WHAT THE TASK ASKS. Hand back all of the records exactly as they read.

(RECORDS FOR PROCESSING Opens)

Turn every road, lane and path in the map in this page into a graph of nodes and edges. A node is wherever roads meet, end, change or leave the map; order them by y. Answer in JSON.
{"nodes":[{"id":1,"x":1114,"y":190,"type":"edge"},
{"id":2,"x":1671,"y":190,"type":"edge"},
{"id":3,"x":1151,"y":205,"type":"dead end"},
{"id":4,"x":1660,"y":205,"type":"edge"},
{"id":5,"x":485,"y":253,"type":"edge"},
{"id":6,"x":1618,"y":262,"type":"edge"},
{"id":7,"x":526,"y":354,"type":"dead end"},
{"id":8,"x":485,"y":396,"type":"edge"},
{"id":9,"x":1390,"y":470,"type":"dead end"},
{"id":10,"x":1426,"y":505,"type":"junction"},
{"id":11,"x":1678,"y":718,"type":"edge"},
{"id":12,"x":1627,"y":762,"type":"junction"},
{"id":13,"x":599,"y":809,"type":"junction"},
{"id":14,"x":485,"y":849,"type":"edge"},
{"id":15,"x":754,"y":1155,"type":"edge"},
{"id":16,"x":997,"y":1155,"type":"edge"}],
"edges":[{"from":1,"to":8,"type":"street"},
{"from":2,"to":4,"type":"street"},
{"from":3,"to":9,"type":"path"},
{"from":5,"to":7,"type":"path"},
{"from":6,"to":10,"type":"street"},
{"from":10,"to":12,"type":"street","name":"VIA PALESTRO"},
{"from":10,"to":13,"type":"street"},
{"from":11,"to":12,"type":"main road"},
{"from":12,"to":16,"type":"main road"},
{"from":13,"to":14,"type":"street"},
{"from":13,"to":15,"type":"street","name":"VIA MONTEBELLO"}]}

(RECORDS FOR PROCESSING Closes)

SOLUTION TO THE PROBLEM.
Turn every road, lane and path in the map in this page into a graph of nodes and edges. A node is wherever roads meet, end, change or leave the map; order them by y. Answer in JSON.
{"nodes":[{"id":1,"x":1114,"y":190,"type":"edge"},
{"id":2,"x":1671,"y":190,"type":"edge"},
{"id":3,"x":1151,"y":205,"type":"dead end"},
{"id":4,"x":1660,"y":205,"type":"edge"},
{"id":5,"x":485,"y":253,"type":"edge"},
{"id":6,"x":1618,"y":262,"type":"edge"},
{"id":7,"x":526,"y":354,"type":"dead end"},
{"id":8,"x":485,"y":396,"type":"edge"},
{"id":9,"x":1390,"y":470,"type":"dead end"},
{"id":10,"x":1426,"y":505,"type":"junction"},
{"id":11,"x":1678,"y":718,"type":"edge"},
{"id":12,"x":1627,"y":762,"type":"junction"},
{"id":13,"x":599,"y":809,"type":"junction"},
{"id":14,"x":485,"y":849,"type":"edge"},
{"id":15,"x":754,"y":1155,"type":"edge"},
{"id":16,"x":997,"y":1155,"type":"edge"}],
"edges":[{"from":1,"to":8,"type":"street"},
{"from":2,"to":4,"type":"street"},
{"from":3,"to":9,"type":"path"},
{"from":5,"to":7,"type":"path"},
{"from":6,"to":10,"type":"street"},
{"from":10,"to":12,"type":"street","name":"VIA PALESTRO"},
{"from":10,"to":13,"type":"street"},
{"from":11,"to":12,"type":"main road"},
{"from":12,"to":16,"type":"main road"},
{"from":13,"to":14,"type":"street"},
{"from":13,"to":15,"type":"street","name":"VIA MONTEBELLO"}]}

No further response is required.